**Work required:**
Restate each of the lines below word for word and drop every picture.

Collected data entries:
......

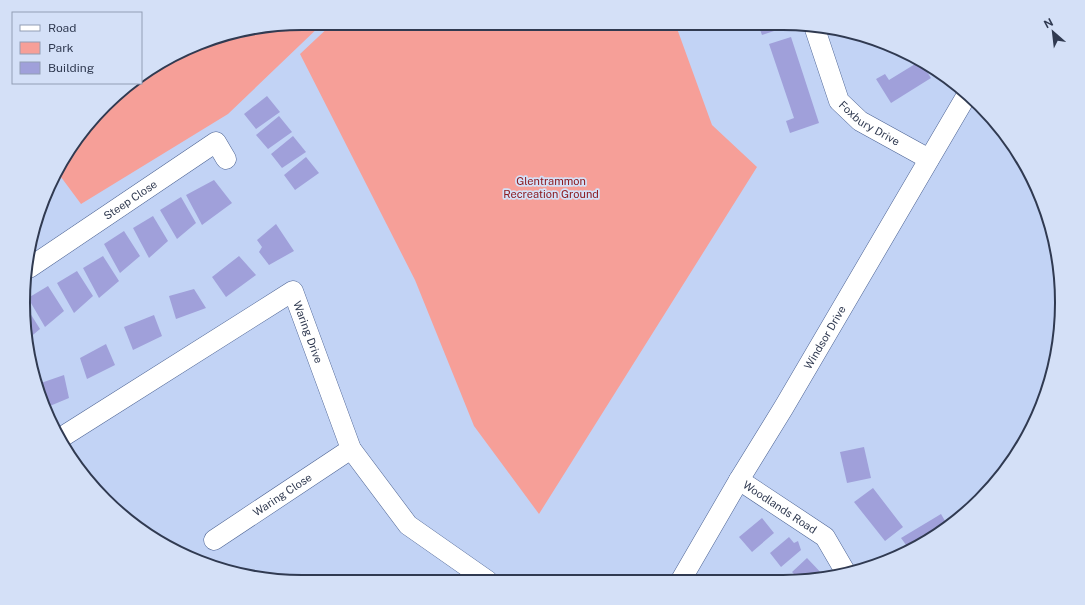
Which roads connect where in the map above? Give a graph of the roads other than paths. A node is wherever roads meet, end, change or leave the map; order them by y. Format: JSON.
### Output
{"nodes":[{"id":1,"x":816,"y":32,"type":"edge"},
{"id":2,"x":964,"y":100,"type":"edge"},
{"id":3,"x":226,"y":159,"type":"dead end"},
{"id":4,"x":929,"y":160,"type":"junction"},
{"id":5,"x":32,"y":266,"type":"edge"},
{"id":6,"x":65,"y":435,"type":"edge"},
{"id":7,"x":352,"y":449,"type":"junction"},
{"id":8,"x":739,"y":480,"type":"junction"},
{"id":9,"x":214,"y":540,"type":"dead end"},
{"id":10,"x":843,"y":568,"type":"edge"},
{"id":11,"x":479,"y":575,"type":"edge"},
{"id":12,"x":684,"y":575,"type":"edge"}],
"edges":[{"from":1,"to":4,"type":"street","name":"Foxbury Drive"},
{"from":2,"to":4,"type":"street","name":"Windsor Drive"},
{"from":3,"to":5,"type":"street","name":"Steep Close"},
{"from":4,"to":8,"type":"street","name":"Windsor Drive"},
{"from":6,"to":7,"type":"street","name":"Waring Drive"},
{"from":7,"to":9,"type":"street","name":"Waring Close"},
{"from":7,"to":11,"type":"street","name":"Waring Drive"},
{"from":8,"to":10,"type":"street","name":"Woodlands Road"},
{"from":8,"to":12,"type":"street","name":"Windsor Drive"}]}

......

**Answer:**
Which roads connect where in the map above? Give a graph of the roads other than paths. A node is wherever roads meet, end, change or leave the map; order them by y. Format: JSON.
### Output
{"nodes":[{"id":1,"x":816,"y":32,"type":"edge"},
{"id":2,"x":964,"y":100,"type":"edge"},
{"id":3,"x":226,"y":159,"type":"dead end"},
{"id":4,"x":929,"y":160,"type":"junction"},
{"id":5,"x":32,"y":266,"type":"edge"},
{"id":6,"x":65,"y":435,"type":"edge"},
{"id":7,"x":352,"y":449,"type":"junction"},
{"id":8,"x":739,"y":480,"type":"junction"},
{"id":9,"x":214,"y":540,"type":"dead end"},
{"id":10,"x":843,"y":568,"type":"edge"},
{"id":11,"x":479,"y":575,"type":"edge"},
{"id":12,"x":684,"y":575,"type":"edge"}],
"edges":[{"from":1,"to":4,"type":"street","name":"Foxbury Drive"},
{"from":2,"to":4,"type":"street","name":"Windsor Drive"},
{"from":3,"to":5,"type":"street","name":"Steep Close"},
{"from":4,"to":8,"type":"street","name":"Windsor Drive"},
{"from":6,"to":7,"type":"street","name":"Waring Drive"},
{"from":7,"to":9,"type":"street","name":"Waring Close"},
{"from":7,"to":11,"type":"street","name":"Waring Drive"},
{"from":8,"to":10,"type":"street","name":"Woodlands Road"},
{"from":8,"to":12,"type":"street","name":"Windsor Drive"}]}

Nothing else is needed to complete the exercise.